Make an exact copy of the lines below.
=== Section Start ===
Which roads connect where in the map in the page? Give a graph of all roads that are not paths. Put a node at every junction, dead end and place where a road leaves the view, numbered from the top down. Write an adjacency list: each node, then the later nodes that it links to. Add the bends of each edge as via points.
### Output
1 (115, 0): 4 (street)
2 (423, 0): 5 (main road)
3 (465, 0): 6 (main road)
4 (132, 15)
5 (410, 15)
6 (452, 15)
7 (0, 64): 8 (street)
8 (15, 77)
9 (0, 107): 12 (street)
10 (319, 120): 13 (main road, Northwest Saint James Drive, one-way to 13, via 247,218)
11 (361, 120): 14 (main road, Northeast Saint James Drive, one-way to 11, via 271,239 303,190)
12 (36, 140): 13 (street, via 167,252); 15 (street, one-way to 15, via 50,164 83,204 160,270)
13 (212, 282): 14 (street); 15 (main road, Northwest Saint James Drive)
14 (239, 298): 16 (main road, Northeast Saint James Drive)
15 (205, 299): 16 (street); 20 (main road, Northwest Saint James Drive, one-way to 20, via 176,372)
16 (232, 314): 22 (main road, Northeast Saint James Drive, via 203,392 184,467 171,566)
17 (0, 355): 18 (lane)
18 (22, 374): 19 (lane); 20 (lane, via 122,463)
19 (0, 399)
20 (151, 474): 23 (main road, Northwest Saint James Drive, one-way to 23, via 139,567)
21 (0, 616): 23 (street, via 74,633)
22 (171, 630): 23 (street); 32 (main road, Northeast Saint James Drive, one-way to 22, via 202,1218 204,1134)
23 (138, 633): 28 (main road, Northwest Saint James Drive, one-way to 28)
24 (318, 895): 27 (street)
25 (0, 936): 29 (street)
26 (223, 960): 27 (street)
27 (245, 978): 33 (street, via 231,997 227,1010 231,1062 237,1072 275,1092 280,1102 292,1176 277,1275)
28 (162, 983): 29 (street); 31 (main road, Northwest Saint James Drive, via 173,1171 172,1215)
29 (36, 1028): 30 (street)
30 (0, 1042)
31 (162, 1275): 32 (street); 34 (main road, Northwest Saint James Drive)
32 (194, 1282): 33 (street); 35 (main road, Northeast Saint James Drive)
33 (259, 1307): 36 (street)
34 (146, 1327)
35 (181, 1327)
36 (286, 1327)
=== Section End ===
Reply
Which roads connect where in the map in the page? Give a graph of all roads that are not paths. Put a node at every junction, dead end and place where a road leaves the view, numbered from the top down. Write an adjacency list: each node, then the later nodes that it links to. Add the bends of each edge as via points.
### Output
1 (115, 0): 4 (street)
2 (423, 0): 5 (main road)
3 (465, 0): 6 (main road)
4 (132, 15)
5 (410, 15)
6 (452, 15)
7 (0, 64): 8 (street)
8 (15, 77)
9 (0, 107): 12 (street)
10 (319, 120): 13 (main road, Northwest Saint James Drive, one-way to 13, via 247,218)
11 (361, 120): 14 (main road, Northeast Saint James Drive, one-way to 11, via 271,239 303,190)
12 (36, 140): 13 (street, via 167,252); 15 (street, one-way to 15, via 50,164 83,204 160,270)
13 (212, 282): 14 (street); 15 (main road, Northwest Saint James Drive)
14 (239, 298): 16 (main road, Northeast Saint James Drive)
15 (205, 299): 16 (street); 20 (main road, Northwest Saint James Drive, one-way to 20, via 176,372)
16 (232, 314): 22 (main road, Northeast Saint James Drive, via 203,392 184,467 171,566)
17 (0, 355): 18 (lane)
18 (22, 374): 19 (lane); 20 (lane, via 122,463)
19 (0, 399)
20 (151, 474): 23 (main road, Northwest Saint James Drive, one-way to 23, via 139,567)
21 (0, 616): 23 (street, via 74,633)
22 (171, 630): 23 (street); 32 (main road, Northeast Saint James Drive, one-way to 22, via 202,1218 204,1134)
23 (138, 633): 28 (main road, Northwest Saint James Drive, one-way to 28)
24 (318, 895): 27 (street)
25 (0, 936): 29 (street)
26 (223, 960): 27 (street)
27 (245, 978): 33 (street, via 231,997 227,1010 231,1062 237,1072 275,1092 280,1102 292,1176 277,1275)
28 (162, 983): 29 (street); 31 (main road, Northwest Saint James Drive, via 173,1171 172,1215)
29 (36, 1028): 30 (street)
30 (0, 1042)
31 (162, 1275): 32 (street); 34 (main road, Northwest Saint James Drive)
32 (194, 1282): 33 (street); 35 (main road, Northeast Saint James Drive)
33 (259, 1307): 36 (street)
34 (146, 1327)
35 (181, 1327)
36 (286, 1327)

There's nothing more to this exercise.